1.7. Payment Procedures. All payments made by Borrowers under this
Agreement shall be made to the Lender at its office at the address indicated in
Section 7.3 and shall be made in U.S. dollars. All payments received by the
Lender shall be applied first to fees and expenses (if any), then to accrued
interest, then to the Yield Maintenance Payment and lastly, to unpaid principal
in accordance with the terms of this Agreement. To the extent not previously
repaid, all principal and interest outstanding with respect to the Loan, plus
any accrued but unpaid expenses and fees or other obligations arising under this
Agreement, shall be due and payable in full on the "Due Date."
ARTICLE II
COLLATERAL
2.1. Collateral. Borrowers hereby pledge, assign and grant to Lender, as
security for the performance of this Agreement, the Note and any other documents
executed in connection herewith (the "Loan Documents"), and the repayment of the
Loan and for all other indebtedness, liabilities and obligations of Borrowers
(primary, secondary, direct, contingent, related, unrelated, sole, joint or
several) due or to become due to Lender or which may be contracted for or
acquired hereafter (collectively, the "Obligations"), a security interest under
the Uniform Commercial Code in effect in the States of New Jersey and New York
in all Accounts, Inventory, General Intangibles, (including but not limited to
trade names, brand names (such as Brooklyn Cheesecake), recipes and customer
lists), Chattel Paper, Instruments, Documents and Equipment (whether or not
constituting fixtures) and any other asset now owned or hereafter acquired by
Borrowers, together with all cash and non-cash proceeds, products,
distributions, additions, accessions, substitutions, exchanges and replacements
thereof, (collectively, the "Collateral").
2.2. Further Assurances. Borrowers shall from time to time promptly take
all actions (and execute, deliver and record all instruments and documents)
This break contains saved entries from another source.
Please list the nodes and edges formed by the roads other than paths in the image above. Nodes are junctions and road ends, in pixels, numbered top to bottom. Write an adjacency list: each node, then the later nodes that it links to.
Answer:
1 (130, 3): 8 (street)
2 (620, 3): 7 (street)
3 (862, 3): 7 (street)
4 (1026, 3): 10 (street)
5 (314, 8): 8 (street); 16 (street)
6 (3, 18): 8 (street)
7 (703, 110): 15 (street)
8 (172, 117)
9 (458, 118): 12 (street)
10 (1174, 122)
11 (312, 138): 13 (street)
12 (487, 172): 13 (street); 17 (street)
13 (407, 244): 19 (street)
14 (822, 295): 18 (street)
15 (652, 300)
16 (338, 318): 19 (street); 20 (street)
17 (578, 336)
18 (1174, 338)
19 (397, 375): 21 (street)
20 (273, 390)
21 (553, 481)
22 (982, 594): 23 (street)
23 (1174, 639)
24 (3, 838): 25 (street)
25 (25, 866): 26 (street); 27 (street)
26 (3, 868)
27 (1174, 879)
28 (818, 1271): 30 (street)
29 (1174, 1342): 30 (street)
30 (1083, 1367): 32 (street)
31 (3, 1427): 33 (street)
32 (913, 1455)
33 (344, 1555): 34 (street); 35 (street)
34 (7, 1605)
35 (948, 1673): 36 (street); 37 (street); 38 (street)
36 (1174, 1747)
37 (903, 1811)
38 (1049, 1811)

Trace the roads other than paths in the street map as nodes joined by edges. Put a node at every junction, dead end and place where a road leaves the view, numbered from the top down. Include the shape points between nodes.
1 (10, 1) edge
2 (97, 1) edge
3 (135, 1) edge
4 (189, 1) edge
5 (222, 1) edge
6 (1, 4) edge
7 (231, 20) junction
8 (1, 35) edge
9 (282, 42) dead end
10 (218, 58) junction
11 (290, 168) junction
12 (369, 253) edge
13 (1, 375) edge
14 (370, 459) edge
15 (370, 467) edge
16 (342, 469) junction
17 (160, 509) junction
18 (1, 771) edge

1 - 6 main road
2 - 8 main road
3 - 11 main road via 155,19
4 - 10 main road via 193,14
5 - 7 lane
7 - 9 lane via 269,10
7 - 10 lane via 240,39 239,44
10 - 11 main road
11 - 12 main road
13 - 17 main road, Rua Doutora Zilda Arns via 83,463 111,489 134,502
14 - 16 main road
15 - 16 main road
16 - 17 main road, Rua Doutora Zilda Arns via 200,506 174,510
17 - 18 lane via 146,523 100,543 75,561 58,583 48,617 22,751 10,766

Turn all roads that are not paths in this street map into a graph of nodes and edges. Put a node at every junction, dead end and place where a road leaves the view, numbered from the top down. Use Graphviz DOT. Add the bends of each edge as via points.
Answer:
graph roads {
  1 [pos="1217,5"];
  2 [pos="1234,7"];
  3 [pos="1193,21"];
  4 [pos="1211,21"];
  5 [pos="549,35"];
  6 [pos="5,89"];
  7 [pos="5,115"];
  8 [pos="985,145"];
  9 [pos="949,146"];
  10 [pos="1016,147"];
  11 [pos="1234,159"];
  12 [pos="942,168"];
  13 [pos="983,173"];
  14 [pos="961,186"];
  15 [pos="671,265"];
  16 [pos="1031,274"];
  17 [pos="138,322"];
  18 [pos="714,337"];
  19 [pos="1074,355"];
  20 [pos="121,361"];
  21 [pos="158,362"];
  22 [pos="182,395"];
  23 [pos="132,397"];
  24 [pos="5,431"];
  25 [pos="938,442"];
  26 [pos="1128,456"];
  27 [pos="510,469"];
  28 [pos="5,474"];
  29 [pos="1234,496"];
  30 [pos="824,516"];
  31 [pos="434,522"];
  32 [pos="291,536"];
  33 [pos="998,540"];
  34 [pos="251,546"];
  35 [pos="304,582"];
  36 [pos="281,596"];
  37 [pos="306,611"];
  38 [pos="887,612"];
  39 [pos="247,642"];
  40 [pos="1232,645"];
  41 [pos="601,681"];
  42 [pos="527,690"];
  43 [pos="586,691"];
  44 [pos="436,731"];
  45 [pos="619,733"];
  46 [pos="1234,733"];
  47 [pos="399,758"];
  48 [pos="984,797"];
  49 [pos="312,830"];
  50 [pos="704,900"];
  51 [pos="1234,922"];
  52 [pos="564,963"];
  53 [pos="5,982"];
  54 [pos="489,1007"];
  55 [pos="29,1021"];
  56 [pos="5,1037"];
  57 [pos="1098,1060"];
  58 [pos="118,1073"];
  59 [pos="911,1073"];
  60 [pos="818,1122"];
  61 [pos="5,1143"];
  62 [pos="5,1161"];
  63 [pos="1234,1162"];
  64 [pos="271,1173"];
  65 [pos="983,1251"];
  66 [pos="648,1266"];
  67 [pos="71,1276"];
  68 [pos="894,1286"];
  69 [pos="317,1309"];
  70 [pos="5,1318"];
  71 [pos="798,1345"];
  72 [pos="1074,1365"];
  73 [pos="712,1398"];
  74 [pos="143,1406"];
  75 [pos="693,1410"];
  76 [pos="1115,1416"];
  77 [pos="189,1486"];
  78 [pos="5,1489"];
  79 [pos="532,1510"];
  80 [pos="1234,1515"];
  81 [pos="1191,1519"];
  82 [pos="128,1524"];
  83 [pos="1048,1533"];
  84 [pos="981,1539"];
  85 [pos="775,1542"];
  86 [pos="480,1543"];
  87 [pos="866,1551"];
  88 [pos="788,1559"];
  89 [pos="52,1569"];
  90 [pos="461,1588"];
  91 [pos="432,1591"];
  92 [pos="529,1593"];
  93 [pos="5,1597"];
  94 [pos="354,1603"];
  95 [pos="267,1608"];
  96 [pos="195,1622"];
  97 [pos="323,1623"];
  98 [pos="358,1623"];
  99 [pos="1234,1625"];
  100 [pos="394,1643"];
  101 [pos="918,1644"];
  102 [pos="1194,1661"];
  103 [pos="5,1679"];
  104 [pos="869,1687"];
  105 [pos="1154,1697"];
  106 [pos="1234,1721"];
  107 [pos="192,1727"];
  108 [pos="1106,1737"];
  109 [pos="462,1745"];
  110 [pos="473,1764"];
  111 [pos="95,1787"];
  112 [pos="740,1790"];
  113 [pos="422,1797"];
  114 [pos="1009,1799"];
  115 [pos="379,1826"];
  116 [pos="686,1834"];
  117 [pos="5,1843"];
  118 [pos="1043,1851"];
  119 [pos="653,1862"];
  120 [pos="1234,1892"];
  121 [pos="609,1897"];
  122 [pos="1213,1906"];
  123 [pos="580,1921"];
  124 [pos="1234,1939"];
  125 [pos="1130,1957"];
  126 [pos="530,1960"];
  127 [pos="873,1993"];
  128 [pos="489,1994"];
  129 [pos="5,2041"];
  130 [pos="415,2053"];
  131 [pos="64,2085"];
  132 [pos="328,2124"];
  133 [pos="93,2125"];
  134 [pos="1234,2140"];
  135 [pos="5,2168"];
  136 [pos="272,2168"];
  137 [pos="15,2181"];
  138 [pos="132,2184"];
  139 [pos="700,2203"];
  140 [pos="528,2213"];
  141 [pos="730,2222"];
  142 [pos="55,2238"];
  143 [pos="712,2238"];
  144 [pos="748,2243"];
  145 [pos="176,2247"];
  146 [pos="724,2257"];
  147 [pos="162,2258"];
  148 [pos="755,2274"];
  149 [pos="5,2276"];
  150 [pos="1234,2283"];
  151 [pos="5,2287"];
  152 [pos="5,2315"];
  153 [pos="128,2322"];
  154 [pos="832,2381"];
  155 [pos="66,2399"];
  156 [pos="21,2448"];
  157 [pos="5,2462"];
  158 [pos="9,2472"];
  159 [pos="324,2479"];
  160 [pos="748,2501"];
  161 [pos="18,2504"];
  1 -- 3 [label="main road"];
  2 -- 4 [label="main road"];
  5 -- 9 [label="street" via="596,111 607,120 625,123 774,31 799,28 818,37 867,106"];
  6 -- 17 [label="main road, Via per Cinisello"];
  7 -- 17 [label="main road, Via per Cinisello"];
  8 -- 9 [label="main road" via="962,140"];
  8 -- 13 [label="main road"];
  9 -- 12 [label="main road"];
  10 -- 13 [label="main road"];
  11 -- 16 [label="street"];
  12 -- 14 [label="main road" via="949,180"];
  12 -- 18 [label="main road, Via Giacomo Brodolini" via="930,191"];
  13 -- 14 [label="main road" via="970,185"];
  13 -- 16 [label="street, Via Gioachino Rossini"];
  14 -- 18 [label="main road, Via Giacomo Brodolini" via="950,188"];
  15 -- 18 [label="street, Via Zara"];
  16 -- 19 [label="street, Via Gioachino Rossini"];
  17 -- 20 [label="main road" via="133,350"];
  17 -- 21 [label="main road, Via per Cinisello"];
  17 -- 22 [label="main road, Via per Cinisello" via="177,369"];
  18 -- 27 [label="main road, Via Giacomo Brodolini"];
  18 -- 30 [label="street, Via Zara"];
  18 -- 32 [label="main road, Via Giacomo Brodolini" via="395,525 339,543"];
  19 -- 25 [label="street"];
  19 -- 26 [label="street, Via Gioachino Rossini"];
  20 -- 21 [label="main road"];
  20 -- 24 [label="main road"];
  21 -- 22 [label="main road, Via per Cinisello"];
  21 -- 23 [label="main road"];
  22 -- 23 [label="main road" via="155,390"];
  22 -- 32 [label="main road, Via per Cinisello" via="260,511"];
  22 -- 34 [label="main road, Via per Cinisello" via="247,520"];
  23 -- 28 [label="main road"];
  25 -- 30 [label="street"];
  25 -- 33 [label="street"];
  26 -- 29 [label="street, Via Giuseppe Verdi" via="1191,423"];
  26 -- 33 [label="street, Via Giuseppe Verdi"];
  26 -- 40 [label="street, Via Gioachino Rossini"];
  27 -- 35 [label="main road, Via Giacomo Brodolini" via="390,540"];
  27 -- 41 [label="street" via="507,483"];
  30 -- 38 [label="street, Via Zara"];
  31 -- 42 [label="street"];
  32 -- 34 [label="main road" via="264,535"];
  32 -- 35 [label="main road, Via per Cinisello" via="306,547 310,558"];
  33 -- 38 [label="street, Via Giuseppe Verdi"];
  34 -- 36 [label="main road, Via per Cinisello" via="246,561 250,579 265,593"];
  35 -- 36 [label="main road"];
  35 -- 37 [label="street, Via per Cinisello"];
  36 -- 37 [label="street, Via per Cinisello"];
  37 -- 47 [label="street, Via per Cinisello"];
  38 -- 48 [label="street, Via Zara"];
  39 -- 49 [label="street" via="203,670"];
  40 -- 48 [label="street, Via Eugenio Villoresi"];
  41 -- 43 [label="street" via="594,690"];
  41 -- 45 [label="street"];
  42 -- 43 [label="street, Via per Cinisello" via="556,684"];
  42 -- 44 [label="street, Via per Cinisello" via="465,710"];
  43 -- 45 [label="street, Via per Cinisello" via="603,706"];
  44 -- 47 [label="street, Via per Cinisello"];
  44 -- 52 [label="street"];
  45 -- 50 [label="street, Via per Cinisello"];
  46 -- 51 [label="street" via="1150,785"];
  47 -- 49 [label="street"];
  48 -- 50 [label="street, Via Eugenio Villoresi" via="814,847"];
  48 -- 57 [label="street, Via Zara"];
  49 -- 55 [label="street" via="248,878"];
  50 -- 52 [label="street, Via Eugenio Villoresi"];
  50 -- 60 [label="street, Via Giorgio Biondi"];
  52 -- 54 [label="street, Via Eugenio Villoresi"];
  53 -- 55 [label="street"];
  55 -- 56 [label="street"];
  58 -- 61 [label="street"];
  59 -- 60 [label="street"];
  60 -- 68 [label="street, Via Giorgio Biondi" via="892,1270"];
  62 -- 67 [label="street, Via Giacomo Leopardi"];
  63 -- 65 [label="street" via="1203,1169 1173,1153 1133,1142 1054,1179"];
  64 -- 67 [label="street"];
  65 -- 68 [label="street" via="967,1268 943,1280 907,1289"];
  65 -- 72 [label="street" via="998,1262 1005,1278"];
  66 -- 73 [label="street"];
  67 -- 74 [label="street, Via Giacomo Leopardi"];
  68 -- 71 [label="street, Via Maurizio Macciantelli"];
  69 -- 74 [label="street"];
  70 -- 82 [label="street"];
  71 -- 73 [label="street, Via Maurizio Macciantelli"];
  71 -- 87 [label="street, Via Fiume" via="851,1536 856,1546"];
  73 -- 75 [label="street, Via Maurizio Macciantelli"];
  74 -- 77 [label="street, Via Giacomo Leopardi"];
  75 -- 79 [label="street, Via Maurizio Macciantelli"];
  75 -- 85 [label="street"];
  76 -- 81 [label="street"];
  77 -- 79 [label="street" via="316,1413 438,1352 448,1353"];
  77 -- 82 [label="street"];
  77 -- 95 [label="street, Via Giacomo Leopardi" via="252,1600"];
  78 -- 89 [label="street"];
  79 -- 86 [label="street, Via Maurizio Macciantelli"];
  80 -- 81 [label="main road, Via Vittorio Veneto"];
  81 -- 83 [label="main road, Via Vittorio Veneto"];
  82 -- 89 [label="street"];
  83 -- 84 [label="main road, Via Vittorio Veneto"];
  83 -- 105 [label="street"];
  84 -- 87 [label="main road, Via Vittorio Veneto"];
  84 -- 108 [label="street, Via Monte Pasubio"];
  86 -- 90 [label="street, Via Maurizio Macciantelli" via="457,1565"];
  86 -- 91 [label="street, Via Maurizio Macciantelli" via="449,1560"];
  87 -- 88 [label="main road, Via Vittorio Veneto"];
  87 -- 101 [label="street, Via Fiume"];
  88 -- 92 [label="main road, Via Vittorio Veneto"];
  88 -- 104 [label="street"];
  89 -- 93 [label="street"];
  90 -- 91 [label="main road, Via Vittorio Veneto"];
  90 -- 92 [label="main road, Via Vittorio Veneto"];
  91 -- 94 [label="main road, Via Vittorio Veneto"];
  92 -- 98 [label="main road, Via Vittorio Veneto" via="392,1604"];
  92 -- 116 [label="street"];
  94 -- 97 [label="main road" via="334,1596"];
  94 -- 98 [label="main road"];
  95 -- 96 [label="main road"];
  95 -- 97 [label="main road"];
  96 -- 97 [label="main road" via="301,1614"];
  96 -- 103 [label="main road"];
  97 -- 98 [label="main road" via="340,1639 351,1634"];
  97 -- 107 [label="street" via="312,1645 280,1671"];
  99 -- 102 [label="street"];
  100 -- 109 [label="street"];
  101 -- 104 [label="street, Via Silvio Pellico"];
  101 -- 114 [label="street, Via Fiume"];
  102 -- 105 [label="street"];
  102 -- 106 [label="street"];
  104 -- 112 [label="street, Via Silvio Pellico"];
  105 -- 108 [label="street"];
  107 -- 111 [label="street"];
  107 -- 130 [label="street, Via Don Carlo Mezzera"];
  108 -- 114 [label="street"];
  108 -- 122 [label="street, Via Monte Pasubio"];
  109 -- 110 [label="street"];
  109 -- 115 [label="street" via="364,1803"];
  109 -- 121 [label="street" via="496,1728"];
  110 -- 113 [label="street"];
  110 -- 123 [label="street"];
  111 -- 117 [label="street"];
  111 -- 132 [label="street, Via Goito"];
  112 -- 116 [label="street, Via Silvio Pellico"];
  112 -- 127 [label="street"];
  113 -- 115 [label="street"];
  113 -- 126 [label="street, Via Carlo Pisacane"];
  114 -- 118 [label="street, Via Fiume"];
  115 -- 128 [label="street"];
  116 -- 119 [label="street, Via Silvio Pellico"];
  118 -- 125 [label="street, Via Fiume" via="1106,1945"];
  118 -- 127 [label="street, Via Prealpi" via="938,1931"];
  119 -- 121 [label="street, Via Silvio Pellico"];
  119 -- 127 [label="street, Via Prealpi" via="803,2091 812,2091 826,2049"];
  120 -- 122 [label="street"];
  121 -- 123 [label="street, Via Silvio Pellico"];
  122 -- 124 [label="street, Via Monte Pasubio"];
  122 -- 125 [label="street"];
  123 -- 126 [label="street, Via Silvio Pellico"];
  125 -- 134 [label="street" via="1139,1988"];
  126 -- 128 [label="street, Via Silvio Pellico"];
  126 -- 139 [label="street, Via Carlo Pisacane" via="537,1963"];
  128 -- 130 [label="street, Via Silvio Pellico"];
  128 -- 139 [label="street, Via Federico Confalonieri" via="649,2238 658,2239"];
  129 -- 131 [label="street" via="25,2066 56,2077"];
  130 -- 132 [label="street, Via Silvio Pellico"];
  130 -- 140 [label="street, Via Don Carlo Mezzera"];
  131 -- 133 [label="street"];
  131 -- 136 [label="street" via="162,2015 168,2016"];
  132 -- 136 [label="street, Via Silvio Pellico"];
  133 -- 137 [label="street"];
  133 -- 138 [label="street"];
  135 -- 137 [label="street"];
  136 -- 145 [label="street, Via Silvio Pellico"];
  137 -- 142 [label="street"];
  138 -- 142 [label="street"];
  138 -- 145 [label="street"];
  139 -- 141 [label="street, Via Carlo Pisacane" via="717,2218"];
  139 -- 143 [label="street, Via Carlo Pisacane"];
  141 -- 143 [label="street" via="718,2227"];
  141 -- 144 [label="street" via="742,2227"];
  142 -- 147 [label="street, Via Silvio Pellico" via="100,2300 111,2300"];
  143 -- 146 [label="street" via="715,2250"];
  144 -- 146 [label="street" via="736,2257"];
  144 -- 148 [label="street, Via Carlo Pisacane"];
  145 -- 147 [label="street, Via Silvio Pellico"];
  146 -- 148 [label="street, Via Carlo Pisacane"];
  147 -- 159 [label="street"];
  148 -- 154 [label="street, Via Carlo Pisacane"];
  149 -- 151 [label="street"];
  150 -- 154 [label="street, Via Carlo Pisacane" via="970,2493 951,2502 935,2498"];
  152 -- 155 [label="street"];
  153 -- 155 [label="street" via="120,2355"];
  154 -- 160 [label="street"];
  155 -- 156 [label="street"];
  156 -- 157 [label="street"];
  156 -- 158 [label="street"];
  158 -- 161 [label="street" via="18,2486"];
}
necessary or reasonably appropriate or requested by Lender, to perfect and
protect any security interest granted or purported to be granted hereby or to
enable Lender to exercise and enforce its rights and remedies hereunder with
respect to any of the Collateral.
2.3. Attorney-In-Fact. Borrowers hereby irrevocably appoint Lender as its
attorney-in-fact, in the name of Borrowers or otherwise, from time to time in
Lender's discretion and at Borrowers' expense, to take any action and to
execute, deliver and record any instruments or documents which Lender may deem
necessary or advisable in order to perfect and protect any security interest
granted or purported to be granted hereby or to enable Lender to exercise and
enforce its rights and remedies hereunder with respect to any of the Collateral
including, without limitation, financing or continuation statements under the
Uniform Commercial Code, and amendments thereto. Lender shall not, in its
capacity as such attorney-in-fact, be liable for any acts or omissions, nor for
any error of judgment or mistake of fact or law, but only for gross negligence
or willful misconduct. All authorizations and agencies herein contained with
respect to the collateral are irrevocable powers coupled with an interest.
3
ARTICLE III
REPRESENTATIONS AND WARRANTIES
Borrowers hereby make the following representations and warranties, which
shall be continuing in nature and remain in full force and effect until the
Obligations are satisfied in full:
3.1. Existence and Power. Brooklyn Cheesecake and JMS are corporations
duly organized, validly existing and in good standing in all material respects
under the laws of the jurisdiction of their respective incorporation or
organization and have all requisite power and authority to own and operate their
assets and to conduct their business as now or proposed to be carried on, and
are duly qualified, licensed and in good standing to do business in all
jurisdictions where their ownership of property or the nature of their business
requires such qualification or licensing. Borrowers have the full power and
authority to execute, deliver and perform this Agreement, the Note, financing
statements, and all other agreements, instruments, and documents evidencing or
securing the Loan (collectively as "Loan Documents").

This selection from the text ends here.